Before a further exploration of the cardinal dynamics that influence removal of restrictions, it is extremely crucial to take cognisance of various existing mechanisms or processes that govern the process within the purview of South African Law.

This background is of utmost importance if one aims to unravel the rigmarole of removal of restrictions in the SPLUMA and Municipal By-Law dispensation.

The process focuses on the following key aspects: The removal of any restriction, obligation, servitude or reservation which relates to the subdivision of the land or the purpose for which the land may be used in connection with the erection of structures or buildings on or the use of the land, which is binding on the owner of the land arising out of-

  1. any restrictive condition or servitude which is registered against the title deed or leasehold title of such land; or
  2. a provision of a by-law or of a town-planning scheme; or
  3. the provisions of a title condition contained in the schedule to the proclamation of a township; or
  4. the provisions of a law relating to the establishment of townships or town planning.
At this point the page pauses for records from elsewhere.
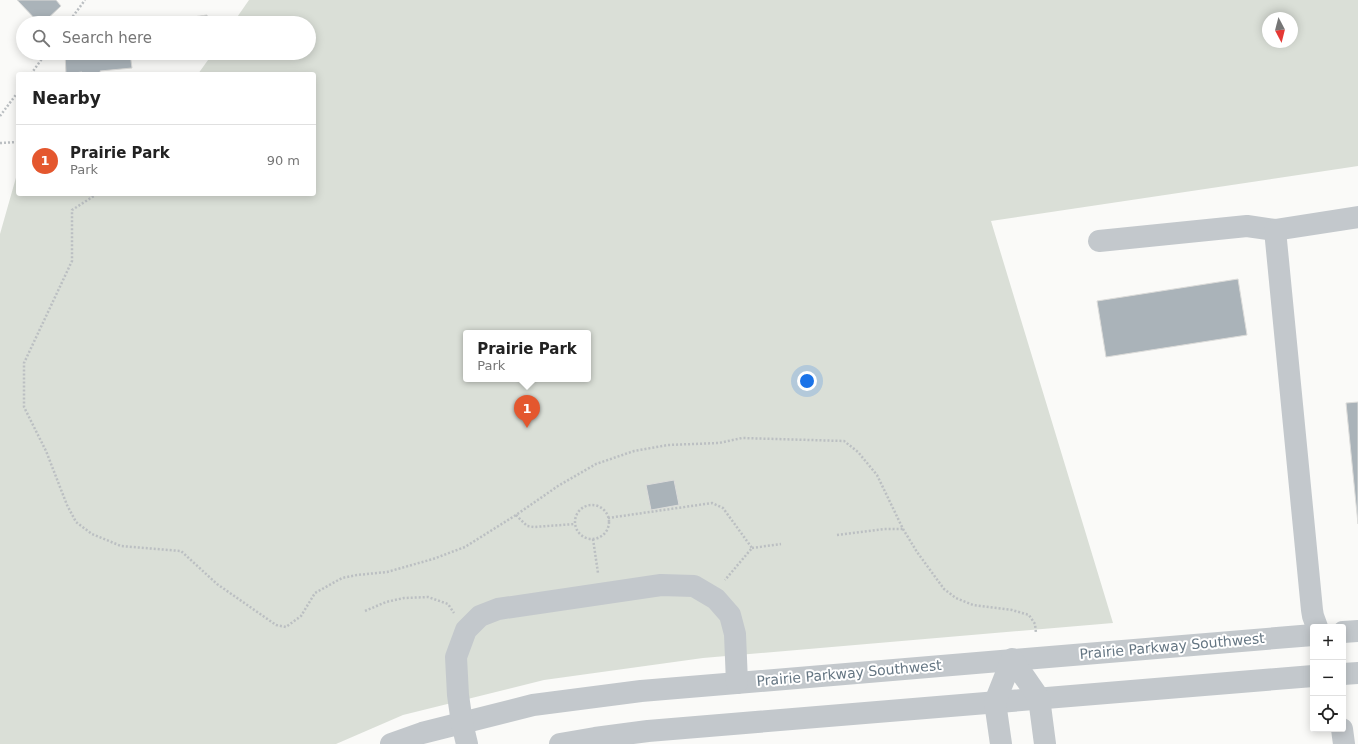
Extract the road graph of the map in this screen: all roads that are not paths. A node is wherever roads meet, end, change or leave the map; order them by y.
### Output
1 (1358, 217) edge
2 (1275, 230) junction
3 (1099, 241) dead end
4 (1316, 624) edge
5 (1358, 631) edge
6 (1346, 632) edge
7 (1310, 635) edge
8 (1012, 660) junction
9 (1358, 673) edge
10 (1346, 674) edge
11 (1310, 676) edge
12 (737, 683) junction
13 (1039, 698) junction
14 (995, 702) junction
15 (462, 723) junction
16 (1342, 732) edge
17 (391, 744) edge
18 (467, 744) edge
19 (560, 744) edge
20 (1001, 744) edge
21 (1045, 744) edge
22 (1344, 744) edge

1 - 2 street
2 - 3 street
2 - 4 street
5 - 6 street
7 - 8 street, Prairie Parkway Southwest
8 - 12 street, Prairie Parkway Southwest
8 - 13 street
8 - 14 street
9 - 10 street
11 - 13 street
12 - 15 street, Prairie Parkway Southwest
12 - 15 street
13 - 14 street
13 - 21 street
14 - 19 street
14 - 20 street
15 - 17 street, Prairie Parkway Southwest
15 - 18 street
16 - 22 street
Wiseman Bhuqa, Law Lecturer
Legal Support & Deeds Training

Note - for Provincial examples see:
Removal of restrictions - II (KwaZulu-Natal)
Removal of restrictions - III (Gauteng)
Removal of restrictions - IV (Mpumalanga)
Removal of restrictions - V (Free State, Eastern Cape and Limpopo)
Removal of restrictions - VI (Western Cape)
Removal of restrictions - VII (Northern Cape and North West)

Reader Comments:

Dawid Matthee 02/05/2019:

Thank you for the informative discussion. An aspect that is stil unclear is who must sign the notarial document for the removal of an obsolete title condition where the condition was originally done in favour of the General Public. According to the Municipality, who consent to the removal in terms of SPLUMA, it is the Premier of the Province (Gauteng), but the office of the Premier indicated that they have never done something like this and is now not responding to a request for reasons.

Any help will be appreciated, thank you.

Allen West 03/05/2019:

In terms of the RCR -- The Premier

Antionette 08/05/2019:

Do I need to lodge a transfer duty receipt with my Section 68 application, for a condition that has lapsed due to time? The condition states that a dwelling be erected within 18 months after registration. This time period has lapsed and the dwelling has been erected. Thanking you in advance.

Benine 15/05/2019:

I need help with doing a re-zoning of a property in the Northern Cape - Springbok. May I have an example of the form? Do you perhaps know what Section 15 & 16 of the Nama Khoi Municipal By-Laws refer to - this is what the Deeds Office wants us to comply with. 

Ken Meek 29/10/2020:

SPLUMA excludes servitudes from the definition of restrictive conditions. Is one then precluded from removing restrictive servitudes in terms of legislation? If so do you need a court order?